Students chalked King’s walls today at 1pm, in continuation of a protest against the College’s major investments in fossil fuels.
Two activists were arrested by the police after the sensational stunt.
This time Roger Hallam and his team took it to another level. After spray-painting the front pillars of the Strand building two weeks ago, King’s Climate Change Emergency (KCCE) intensified their actions by spray-painting the walls of the symbolic foyer inside King’s building.
‘Divest From Fuels’ can be seen in green on one pillar, or a black ‘We Can No Longer’ appears above the staircases.
Prospective students visiting the College on Open Day were astonished by the spectacle.
Anthony, a visiting prospective student, told Roar: “Well this is impressive, yet I don’t understand why they are chalking the walls. What is this all about?”
KCCE’s mission is clear: to divest King’s from fossil fuels, energy sources that could according to them “lead to mass starvation and hundreds of millions of refugees”.
The facts are alarming for them: a Freedom of Information request (FOI) made in 2013 revealed that the university invested at least £8 million in fossil fuel companies, including Shell, Exxon Mobil, Rio Tinto, Centrica, Petro China, and China Petroleum. Another study calculated that the College invested up to £10 million in fossil fuel companies – 6.5% of the College’s total endowment.

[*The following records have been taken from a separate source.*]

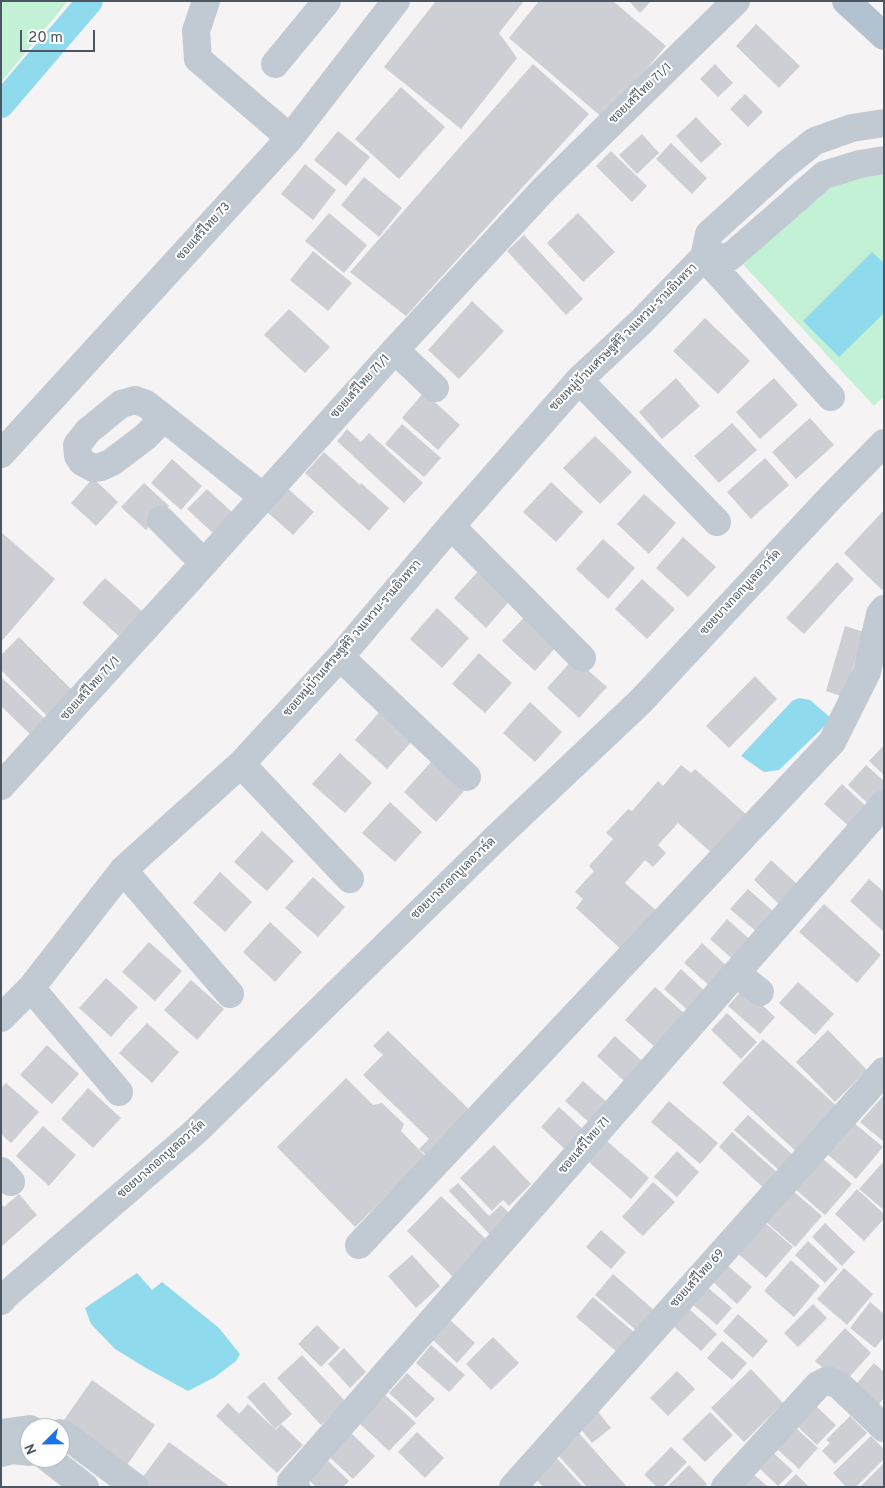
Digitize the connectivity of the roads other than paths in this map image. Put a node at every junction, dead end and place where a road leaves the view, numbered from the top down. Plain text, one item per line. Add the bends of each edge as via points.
1 (206, 1) edge
2 (327, 1) edge
3 (396, 1) edge
4 (736, 1) edge
5 (846, 1) edge
6 (884, 36) edge
7 (275, 64) dead end
8 (884, 123) edge
9 (290, 138) junction
10 (815, 140) junction
11 (884, 160) edge
12 (824, 175) junction
13 (704, 257) junction
14 (395, 350) junction
15 (579, 380) junction
16 (434, 388) dead end
17 (831, 397) dead end
18 (164, 418) dead end
19 (884, 443) edge
20 (1, 454) edge
21 (264, 496) junction
22 (161, 520) dead end
23 (717, 522) dead end
24 (451, 526) junction
25 (204, 563) junction
26 (884, 609) edge
27 (340, 657) junction
28 (582, 658) dead end
29 (241, 764) junction
30 (467, 777) dead end
31 (1, 786) edge
32 (884, 804) edge
33 (123, 870) junction
34 (350, 879) dead end
35 (736, 973) junction
36 (31, 988) junction
37 (760, 992) dead end
38 (230, 994) dead end
39 (1, 1018) edge
40 (884, 1071) edge
41 (119, 1092) dead end
42 (360, 1245) dead end
43 (3, 1296) edge
44 (884, 1428) edge
45 (20, 1430) edge
46 (1, 1433) edge
47 (70, 1438) edge
48 (20, 1451) edge
49 (1, 1453) edge
50 (61, 1468) edge
51 (85, 1487) edge
52 (135, 1487) edge
53 (296, 1487) edge
54 (513, 1487) edge
55 (725, 1487) edge

1 - 9 street via 196,31 198,59
2 - 7 street
3 - 9 street, ซอยเสรีไทย 73
4 - 14 street, ซอยเสรีไทย 71/1 via 544,189
5 - 6 main road
8 - 10 street, ซอยหมู่บ้านเศรษฐศิริ วงแหวน-รามอินทรา via 852,128
9 - 20 street, ซอยเสรีไทย 73
10 - 12 street
10 - 13 street, ซอยหมู่บ้านเศรษฐศิริ วงแหวน-รามอินทรา via 708,234
11 - 12 street, ซอยหมู่บ้านเศรษฐศิริ วงแหวน-รามอินทรา
12 - 13 street, ซอยหมู่บ้านเศรษฐศิริ วงแหวน-รามอินทรา via 730,257
13 - 15 street, ซอยหมู่บ้านเศรษฐศิริ วงแหวน-รามอินทรา
13 - 17 street
14 - 16 street
14 - 21 street, ซอยเสรีไทย 71/1
15 - 23 street
15 - 24 street, ซอยหมู่บ้านเศรษฐศิริ วงแหวน-รามอินทรา
18 - 21 street
19 - 43 street, ซอยบางกอกบูเลอวาร์ด via 641,701 195,1132
21 - 25 street, ซอยเสรีไทย 71/1
22 - 25 street
24 - 27 street, ซอยหมู่บ้านเศรษฐศิริ วงแหวน-รามอินทรา
24 - 28 street
25 - 31 street, ซอยเสรีไทย 71/1
26 - 42 street via 880,614 867,672 832,742
27 - 29 street, ซอยหมู่บ้านเศรษฐศิริ วงแหวน-รามอินทรา
27 - 30 street
29 - 33 street, ซอยหมู่บ้านเศรษฐศิริ วงแหวน-รามอินทรา
29 - 34 street
32 - 35 street, ซอยเสรีไทย 71
33 - 36 street, ซอยหมู่บ้านเศรษฐศิริ วงแหวน-รามอินทรา
33 - 38 street
35 - 37 street
35 - 53 street, ซอยเสรีไทย 71 via 291,1482
36 - 39 street, ซอยหมู่บ้านเศรษฐศิริ วงแหวน-รามอินทรา
36 - 41 street
40 - 54 street, ซอยเสรีไทย 69
44 - 55 street via 840,1386 828,1380 818,1384
45 - 46 street
47 - 52 street
48 - 49 street
50 - 51 street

“There are a lot of institutions around the world that have decided to divest from fossil fuels, not KCL” said Roger, the main activist of the campaign.
He added that the College “already had 30 years to divest, and this is why this is happening today. [The College] is too late, way too late.”
However a senior member of staff responded: “This is a university. Decisions must be considered carefully and sensibly and your campaign is not sensible”
The staff member added: “You have to go in a progressive way, you cannot move faster than society does.”
At 2:15pm, Roger and another activist were arrested and taken by the police: a precedent in the history of political campaigning at King’s.
A King’s spokesperson said: “During a protest at the Strand campus, students sprayed slogans on the walls and staircase of the King’s Building. Two students were arrested by the Police, who are now investigating criminal damage to the Grade I listed building.”
“One of the students has already conducted similar attacks on the university’s buildings on previous occasions and had been asked to refrain from further damaging King’s property. While King’s supports students’ right to peaceful protest, it has a responsibility to protect its historic estate from criminal damage. We are consulting specialists about how to remove the graffiti without causing further damage to the 200-year-old stone work.”